Маршал авиации наклонился вперед и положил на стол раскрытую ладонь, указывая на папки с бумагами.

— Раньше мы несли приемлемые потери, отбивали их набеги и даже могли позволить себе регулярные акции показательной порки, наподобие 'Якоря'. Но уже сейчас общий баланс потерь вызывает опасения. Если коммунисты смогут поднять производство самолетов еще хотя бы на сто машин в месяц и выдержат прежнюю интенсивность налетов еще три-четыре месяца, то их число начнет бить нашу организованность и тактическое превосходство. И, что хуже всего — это станет очевидно для всех сторонних наблюдателей. Сэр Уинстон, нам нужно больше самолетов и летчиков. И это уже не промышленный, а политический вопрос, потому что резервы Метрополии опустошены дочиста, мы больше не в состоянии наращивать производство. Точнее, в состоянии, но на считанные проценты, за счет оптимизации и жесткой экономии.

— Мы не можем требовать от Доминионов наращивания поставок и призыва, — глухо проговорил Черчилль. — Они и так дали больше ожидаемого, заставлять их выложить еще — значит расписываться в собственной слабости и отталкивать к нашим врагам. Америка останется в стороне, пока Ходсон и изоляционисты крепко держатся в седле. Они продадут все, что угодно, но у нас уже нет денег, чтобы закупать больше техники. Останется только торговать территориями и влиянием, но это все равно, что кричать на весь мир 'мы проиграли!'.

— Тогда нам остается только молиться, чтобы большевики не смогли бросить на чашу весов еще хотя бы одну воздушную армию. И держаться. Но английский дух не вечен, господин премьер-министр…

Черчилль сделал вид, что не услышал последней фразы.

— Теперь давайте подумаем, как представить эти данные Ее Величеству, — спокойно и выдержанно сказал он. — В свете, который не скрывает угроз, но при этом позволяет смотреть в будущее с умеренным оптимизмом.
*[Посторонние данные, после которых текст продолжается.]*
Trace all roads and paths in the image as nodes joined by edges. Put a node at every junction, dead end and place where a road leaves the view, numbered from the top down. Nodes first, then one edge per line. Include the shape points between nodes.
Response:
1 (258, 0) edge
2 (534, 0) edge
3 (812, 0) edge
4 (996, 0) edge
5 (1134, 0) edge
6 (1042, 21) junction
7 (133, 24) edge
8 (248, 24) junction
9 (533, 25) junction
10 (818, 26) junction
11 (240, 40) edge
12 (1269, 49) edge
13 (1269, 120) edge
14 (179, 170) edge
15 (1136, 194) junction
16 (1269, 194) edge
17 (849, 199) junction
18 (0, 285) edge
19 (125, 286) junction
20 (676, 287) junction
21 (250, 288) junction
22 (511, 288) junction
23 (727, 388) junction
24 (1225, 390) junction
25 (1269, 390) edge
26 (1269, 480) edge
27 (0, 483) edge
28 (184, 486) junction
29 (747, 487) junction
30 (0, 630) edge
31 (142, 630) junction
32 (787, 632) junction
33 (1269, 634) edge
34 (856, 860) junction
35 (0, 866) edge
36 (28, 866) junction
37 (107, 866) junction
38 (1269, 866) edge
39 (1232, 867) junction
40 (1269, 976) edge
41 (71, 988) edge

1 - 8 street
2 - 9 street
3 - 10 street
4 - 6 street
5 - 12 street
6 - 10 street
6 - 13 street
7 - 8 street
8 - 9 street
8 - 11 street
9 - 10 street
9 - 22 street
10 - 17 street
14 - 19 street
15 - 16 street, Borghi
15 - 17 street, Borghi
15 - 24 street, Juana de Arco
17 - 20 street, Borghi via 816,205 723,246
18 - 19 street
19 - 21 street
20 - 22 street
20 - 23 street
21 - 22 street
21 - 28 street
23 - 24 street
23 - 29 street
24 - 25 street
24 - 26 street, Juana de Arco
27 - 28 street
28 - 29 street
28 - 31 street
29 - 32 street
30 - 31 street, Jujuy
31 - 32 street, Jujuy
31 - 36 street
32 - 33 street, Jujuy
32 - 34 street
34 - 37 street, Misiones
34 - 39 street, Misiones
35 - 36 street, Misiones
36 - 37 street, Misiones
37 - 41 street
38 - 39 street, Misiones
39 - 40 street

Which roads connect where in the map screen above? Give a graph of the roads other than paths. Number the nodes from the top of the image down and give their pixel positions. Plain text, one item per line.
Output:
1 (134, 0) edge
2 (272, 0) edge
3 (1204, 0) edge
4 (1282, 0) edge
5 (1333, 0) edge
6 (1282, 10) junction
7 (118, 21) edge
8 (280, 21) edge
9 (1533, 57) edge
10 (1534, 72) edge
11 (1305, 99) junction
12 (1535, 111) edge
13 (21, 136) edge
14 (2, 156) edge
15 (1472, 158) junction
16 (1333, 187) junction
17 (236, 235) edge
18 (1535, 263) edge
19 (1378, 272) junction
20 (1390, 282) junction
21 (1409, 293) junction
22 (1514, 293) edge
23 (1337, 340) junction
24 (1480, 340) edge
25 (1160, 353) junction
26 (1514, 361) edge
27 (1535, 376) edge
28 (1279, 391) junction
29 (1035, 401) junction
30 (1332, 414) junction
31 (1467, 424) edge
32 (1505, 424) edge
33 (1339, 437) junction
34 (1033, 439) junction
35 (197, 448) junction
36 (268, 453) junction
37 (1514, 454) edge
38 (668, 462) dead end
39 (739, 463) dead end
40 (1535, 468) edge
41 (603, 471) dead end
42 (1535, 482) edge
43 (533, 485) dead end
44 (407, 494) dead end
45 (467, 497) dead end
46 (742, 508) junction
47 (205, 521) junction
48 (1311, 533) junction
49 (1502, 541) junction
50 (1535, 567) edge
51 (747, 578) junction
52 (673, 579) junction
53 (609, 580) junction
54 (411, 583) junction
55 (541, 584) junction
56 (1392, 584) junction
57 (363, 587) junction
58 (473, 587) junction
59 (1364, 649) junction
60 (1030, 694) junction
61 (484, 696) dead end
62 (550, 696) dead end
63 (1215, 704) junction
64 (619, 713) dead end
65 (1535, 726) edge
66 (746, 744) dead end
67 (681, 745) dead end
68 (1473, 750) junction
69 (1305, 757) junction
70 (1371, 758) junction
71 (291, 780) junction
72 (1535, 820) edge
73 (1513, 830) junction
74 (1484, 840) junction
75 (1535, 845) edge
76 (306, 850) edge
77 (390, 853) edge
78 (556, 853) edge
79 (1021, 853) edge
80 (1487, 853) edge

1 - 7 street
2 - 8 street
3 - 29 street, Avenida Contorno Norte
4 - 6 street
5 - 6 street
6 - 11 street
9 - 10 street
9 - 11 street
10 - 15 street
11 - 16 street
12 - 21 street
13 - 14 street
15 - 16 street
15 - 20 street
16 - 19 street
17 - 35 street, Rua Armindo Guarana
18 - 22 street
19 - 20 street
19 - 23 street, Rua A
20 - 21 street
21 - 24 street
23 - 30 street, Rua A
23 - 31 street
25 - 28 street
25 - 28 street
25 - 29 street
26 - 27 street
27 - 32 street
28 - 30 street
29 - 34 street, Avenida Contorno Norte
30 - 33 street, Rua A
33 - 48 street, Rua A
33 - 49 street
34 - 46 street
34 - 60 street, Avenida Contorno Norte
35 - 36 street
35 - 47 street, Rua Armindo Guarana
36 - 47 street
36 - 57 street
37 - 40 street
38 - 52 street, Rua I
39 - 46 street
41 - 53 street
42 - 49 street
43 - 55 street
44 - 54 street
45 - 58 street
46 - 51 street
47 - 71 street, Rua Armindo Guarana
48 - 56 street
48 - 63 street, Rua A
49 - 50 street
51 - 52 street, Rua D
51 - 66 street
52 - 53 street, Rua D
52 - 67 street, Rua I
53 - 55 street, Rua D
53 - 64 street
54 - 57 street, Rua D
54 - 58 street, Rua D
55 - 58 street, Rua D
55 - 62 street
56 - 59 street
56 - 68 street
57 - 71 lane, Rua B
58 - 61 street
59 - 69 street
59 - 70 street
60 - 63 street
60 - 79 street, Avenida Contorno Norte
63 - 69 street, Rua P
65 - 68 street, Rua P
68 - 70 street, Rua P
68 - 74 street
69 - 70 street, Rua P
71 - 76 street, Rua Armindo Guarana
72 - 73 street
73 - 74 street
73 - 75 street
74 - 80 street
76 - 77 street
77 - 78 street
Зазвонил телефон — темно-коричневый, под цвет столешницы и потому почти незаметный. Несколько мгновений Черчилль молча смотрел на надрывающийся аппарат, затем поднял трубку и все так же, без единого слова, прижал к уху.

Разговор вышел очень коротким, точнее даже не разговор, а монолог невидимого собеседника, поскольку премьер произнес лишь одно слово:

— Это достоверно?

И после короткого ответа повесил трубку.

Даудинг видел Черчилля во всех возможных видах — злого, рассерженного, разъяренного, оптимистичного, ироничного, язвительного, торжествующего… Но никогда еще не видел, чтобы 'Пожарный Империи', всесильный 'Бульдог' Черчилль бледнел на глазах.

Премьер-министр скрестил пальцы и поджал губы, которые на фоне мертвенно-бледного лица казались синими, как у утопленника. Он медленно вдохнул и выдохнул, шумно, как паровоз, сбрасывающий давление в котле.

— Что произошло, — негромко спросил маршал авиации.

— Сообщение. Не подтвержденное, сверхсрочное, но скорее всего верное, — отозвался Черчилль. Его лоб пошел глубокими складками, глаза прищурились — разум политика набирал обороты, осмысливая услышанное и готовясь к яростной вспышке деятельности.

— Произошло покушение. В один день. В Вашингтоне на Ходсона, в Нью-Йорке на Рузвельта. Президент убит, вице-президент тяжело ранен.

— Дьявольщина… — только и сумел выговорить пораженный авиатор.

Одним рывком премьер поднялся на ноги, с такой легкостью, словно его внушительные телеса были наполнены блау-газом для дирижаблей.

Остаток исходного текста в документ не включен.